- UK picture sleeve for the single "Bootzilla"

Single by Bootsy's Rubber Band

from the album Bootsy? Player of the Year
- B-side: "Vanish In Our Sleep"; "Hollywood Squares";
- Released: January 13, 1978
- Genre: Funk
- Length: 5:39 (album version) 4:21 (single edit)
- Label: Warner Bros. 8512 K 17196 (UK)
- Songwriters: George Clinton Bootsy Collins
- Producers: George Clinton, Bootsy Collins

= Bootzilla =

"Bootzilla" is a song recorded by Bootsy's Rubber Band, released on January 13, 1978. As the lead single from the album Bootsy?
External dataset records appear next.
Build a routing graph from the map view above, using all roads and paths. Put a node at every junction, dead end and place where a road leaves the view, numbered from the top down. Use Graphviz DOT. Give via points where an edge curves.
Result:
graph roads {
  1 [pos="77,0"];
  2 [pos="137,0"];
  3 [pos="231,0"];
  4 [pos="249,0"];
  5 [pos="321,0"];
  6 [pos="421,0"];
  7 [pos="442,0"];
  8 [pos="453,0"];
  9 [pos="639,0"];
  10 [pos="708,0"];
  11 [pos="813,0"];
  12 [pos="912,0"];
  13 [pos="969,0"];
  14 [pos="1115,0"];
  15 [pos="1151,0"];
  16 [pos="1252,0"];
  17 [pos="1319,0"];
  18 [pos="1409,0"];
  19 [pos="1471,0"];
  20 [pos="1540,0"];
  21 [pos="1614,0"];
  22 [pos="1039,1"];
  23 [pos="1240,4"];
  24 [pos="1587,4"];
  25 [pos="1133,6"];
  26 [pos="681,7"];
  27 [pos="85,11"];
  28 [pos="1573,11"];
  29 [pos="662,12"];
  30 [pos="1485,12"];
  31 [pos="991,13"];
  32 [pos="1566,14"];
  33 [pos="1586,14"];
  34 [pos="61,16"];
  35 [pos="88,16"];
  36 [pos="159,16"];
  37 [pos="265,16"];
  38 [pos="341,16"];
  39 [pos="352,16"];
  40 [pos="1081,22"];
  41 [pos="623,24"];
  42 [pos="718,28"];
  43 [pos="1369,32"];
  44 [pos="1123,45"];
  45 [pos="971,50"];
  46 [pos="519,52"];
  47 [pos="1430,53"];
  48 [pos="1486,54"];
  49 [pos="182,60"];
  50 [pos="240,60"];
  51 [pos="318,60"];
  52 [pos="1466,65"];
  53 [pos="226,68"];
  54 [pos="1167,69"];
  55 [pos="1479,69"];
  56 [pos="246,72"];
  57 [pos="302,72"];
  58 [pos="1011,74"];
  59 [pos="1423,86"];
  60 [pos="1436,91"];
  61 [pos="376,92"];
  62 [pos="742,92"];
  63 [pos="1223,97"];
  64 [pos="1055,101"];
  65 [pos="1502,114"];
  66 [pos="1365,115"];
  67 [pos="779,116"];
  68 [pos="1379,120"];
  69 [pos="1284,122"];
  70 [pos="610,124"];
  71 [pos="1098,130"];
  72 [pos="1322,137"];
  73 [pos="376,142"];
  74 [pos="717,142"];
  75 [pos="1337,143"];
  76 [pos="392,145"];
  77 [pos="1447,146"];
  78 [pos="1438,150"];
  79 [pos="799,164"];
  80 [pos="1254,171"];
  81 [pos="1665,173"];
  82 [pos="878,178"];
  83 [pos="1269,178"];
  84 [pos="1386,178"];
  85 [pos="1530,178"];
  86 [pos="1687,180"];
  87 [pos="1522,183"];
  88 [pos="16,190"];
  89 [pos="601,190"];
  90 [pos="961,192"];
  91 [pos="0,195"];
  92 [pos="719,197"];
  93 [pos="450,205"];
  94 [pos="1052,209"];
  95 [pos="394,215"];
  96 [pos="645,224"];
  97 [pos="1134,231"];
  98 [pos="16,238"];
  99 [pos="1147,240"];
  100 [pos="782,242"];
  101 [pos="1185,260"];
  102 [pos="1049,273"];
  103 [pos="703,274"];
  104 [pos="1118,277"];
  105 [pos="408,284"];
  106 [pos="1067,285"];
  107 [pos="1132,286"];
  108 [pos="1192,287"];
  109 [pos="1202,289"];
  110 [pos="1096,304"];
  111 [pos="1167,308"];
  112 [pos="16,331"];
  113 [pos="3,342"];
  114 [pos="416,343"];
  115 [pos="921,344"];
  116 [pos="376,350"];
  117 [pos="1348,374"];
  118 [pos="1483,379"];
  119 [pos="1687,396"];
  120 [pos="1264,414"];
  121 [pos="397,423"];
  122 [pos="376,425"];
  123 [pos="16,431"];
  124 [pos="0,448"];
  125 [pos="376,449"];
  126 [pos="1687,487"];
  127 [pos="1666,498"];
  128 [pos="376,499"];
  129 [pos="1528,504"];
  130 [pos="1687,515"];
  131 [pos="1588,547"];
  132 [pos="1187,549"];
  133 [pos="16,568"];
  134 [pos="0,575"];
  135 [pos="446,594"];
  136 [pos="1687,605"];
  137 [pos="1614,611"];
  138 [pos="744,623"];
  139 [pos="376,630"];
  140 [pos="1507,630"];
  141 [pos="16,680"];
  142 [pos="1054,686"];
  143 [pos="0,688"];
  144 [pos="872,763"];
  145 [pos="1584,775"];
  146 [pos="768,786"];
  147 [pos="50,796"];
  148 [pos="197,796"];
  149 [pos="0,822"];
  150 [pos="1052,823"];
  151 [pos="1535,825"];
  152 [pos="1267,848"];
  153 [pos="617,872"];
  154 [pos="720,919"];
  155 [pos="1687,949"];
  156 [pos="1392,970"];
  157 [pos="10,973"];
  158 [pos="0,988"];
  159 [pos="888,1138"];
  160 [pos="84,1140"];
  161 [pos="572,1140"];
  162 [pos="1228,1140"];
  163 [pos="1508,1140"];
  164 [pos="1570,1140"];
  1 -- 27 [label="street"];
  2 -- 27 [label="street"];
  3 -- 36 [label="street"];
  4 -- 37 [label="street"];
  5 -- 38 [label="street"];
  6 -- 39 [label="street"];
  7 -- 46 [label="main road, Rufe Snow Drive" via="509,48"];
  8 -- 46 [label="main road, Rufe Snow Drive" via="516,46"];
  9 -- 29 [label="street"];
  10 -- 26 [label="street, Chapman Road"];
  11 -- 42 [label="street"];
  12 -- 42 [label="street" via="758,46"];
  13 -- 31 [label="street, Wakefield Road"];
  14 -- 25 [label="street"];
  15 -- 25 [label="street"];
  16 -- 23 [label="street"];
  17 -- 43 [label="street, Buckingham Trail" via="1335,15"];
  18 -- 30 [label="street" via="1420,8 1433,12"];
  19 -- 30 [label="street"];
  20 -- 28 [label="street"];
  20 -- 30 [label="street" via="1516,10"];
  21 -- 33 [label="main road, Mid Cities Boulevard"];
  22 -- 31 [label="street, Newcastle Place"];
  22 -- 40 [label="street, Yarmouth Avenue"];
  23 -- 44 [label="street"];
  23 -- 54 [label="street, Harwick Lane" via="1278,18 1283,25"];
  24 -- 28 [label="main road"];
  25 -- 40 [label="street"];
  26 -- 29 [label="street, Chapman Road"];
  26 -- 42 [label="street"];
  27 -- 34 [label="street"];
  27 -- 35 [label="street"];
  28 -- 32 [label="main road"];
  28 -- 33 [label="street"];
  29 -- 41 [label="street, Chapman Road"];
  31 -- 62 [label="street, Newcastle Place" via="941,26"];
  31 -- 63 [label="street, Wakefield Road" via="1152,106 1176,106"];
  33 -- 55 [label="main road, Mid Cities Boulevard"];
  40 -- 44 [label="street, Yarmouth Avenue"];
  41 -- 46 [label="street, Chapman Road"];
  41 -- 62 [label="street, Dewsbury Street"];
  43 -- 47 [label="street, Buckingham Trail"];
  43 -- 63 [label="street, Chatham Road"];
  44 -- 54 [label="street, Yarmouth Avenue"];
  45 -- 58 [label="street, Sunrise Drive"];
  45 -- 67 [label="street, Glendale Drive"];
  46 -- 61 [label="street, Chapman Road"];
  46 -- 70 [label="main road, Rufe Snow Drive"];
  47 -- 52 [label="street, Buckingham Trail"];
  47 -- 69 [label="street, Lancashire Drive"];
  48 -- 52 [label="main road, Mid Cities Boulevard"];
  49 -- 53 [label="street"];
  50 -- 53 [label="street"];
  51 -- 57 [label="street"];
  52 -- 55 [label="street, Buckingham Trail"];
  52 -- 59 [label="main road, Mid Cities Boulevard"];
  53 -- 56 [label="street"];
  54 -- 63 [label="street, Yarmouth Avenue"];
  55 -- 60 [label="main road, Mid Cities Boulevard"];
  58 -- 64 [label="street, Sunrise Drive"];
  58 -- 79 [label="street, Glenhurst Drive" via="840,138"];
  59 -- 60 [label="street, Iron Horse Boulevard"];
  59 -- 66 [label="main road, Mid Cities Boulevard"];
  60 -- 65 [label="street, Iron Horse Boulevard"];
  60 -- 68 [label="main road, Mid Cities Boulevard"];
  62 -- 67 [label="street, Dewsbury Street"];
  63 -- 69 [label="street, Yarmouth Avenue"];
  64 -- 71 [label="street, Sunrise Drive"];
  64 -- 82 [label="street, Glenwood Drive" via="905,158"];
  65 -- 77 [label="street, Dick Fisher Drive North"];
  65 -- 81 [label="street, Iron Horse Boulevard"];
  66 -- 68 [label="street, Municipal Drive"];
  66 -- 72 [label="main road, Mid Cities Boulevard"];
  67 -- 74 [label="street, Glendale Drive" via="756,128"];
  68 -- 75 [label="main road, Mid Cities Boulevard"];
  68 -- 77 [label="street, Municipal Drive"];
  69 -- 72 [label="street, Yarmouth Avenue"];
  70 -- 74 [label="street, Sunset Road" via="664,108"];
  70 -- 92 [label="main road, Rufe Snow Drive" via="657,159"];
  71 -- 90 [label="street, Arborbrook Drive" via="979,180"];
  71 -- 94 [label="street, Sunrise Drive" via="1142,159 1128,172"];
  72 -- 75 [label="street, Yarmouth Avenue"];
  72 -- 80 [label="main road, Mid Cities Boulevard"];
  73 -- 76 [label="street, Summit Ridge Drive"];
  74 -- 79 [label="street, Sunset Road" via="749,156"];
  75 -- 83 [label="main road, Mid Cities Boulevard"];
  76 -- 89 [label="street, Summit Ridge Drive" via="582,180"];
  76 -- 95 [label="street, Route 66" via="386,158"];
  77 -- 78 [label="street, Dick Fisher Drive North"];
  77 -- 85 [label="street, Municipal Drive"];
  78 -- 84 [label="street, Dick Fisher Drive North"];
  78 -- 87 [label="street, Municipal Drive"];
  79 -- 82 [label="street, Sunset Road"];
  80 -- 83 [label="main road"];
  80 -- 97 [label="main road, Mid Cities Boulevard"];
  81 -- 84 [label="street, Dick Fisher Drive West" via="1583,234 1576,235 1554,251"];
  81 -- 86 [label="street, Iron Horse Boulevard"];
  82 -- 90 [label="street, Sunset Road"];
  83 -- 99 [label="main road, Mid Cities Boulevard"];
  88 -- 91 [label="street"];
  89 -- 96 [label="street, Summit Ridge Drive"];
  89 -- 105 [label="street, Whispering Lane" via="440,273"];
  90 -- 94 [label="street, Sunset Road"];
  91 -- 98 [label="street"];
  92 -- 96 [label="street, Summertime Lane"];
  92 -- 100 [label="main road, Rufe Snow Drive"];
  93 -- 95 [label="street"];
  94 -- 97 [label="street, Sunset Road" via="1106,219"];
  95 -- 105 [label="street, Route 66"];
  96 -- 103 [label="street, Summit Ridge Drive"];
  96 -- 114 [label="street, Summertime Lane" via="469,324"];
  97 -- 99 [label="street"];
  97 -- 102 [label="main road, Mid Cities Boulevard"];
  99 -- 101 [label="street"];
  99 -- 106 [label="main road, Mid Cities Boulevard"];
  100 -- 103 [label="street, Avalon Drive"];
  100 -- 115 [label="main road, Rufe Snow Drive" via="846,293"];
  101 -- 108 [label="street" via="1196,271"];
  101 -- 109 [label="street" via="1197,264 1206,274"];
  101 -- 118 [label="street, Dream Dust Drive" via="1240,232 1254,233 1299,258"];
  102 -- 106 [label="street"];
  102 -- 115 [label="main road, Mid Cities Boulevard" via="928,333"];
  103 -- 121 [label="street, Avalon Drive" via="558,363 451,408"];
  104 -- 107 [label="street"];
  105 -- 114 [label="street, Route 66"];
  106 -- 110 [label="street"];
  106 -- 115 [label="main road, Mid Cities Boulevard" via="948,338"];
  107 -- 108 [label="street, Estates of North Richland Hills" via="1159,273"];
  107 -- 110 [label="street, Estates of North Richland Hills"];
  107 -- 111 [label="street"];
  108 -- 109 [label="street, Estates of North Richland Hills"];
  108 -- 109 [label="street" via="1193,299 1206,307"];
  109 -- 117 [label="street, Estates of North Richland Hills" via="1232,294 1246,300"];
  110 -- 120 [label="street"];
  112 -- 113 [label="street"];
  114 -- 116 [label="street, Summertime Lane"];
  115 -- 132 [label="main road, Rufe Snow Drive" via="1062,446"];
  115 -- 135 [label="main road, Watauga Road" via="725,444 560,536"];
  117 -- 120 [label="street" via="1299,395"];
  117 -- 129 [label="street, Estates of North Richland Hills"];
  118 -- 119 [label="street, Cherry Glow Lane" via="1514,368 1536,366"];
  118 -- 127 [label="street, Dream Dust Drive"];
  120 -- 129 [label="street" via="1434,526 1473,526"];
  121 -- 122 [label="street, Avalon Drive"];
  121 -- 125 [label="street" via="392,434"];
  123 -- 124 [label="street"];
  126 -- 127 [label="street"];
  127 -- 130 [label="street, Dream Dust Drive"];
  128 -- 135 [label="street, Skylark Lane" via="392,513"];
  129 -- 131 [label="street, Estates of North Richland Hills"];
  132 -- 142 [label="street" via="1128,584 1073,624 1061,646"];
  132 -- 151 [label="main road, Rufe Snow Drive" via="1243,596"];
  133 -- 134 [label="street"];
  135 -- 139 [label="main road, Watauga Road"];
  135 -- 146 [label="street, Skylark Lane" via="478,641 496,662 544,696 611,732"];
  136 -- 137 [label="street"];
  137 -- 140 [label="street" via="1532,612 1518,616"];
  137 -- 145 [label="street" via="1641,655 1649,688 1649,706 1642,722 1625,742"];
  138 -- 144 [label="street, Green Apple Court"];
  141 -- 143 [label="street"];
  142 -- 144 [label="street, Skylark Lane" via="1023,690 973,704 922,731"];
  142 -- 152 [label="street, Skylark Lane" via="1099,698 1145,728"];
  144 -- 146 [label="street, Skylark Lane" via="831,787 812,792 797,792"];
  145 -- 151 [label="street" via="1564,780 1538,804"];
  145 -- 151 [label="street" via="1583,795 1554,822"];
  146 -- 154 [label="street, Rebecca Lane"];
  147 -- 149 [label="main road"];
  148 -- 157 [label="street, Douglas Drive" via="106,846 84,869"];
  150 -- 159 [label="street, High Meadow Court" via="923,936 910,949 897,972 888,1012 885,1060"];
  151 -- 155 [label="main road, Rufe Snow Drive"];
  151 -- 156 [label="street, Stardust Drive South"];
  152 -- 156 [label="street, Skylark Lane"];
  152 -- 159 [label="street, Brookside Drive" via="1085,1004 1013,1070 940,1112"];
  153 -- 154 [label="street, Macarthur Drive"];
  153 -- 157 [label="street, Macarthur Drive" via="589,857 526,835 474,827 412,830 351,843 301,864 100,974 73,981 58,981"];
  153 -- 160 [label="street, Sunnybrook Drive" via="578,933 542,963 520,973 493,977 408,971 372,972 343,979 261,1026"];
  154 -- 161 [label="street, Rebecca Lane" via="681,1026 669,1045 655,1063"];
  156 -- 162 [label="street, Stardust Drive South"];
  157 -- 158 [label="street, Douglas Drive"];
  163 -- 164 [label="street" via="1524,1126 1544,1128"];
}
Player of the Year, it held the #1 spot on the R&B chart for one week in 1978, directly after fellow P-Funk outfit Parliament's #1 hit "Flash Light". ("Flash Light" was originally penned with Bootsy Collins in mind for the lead vocal; however, Collins turned it down.) "Bootzilla" failed to make the Hot 100.

The song's lyrics introduce Bootsy's wind-up toy alter ego, Bootzilla, "the world's only rhinestone rock-star doll." The track features Bootsy Collins on drums and bass guitar.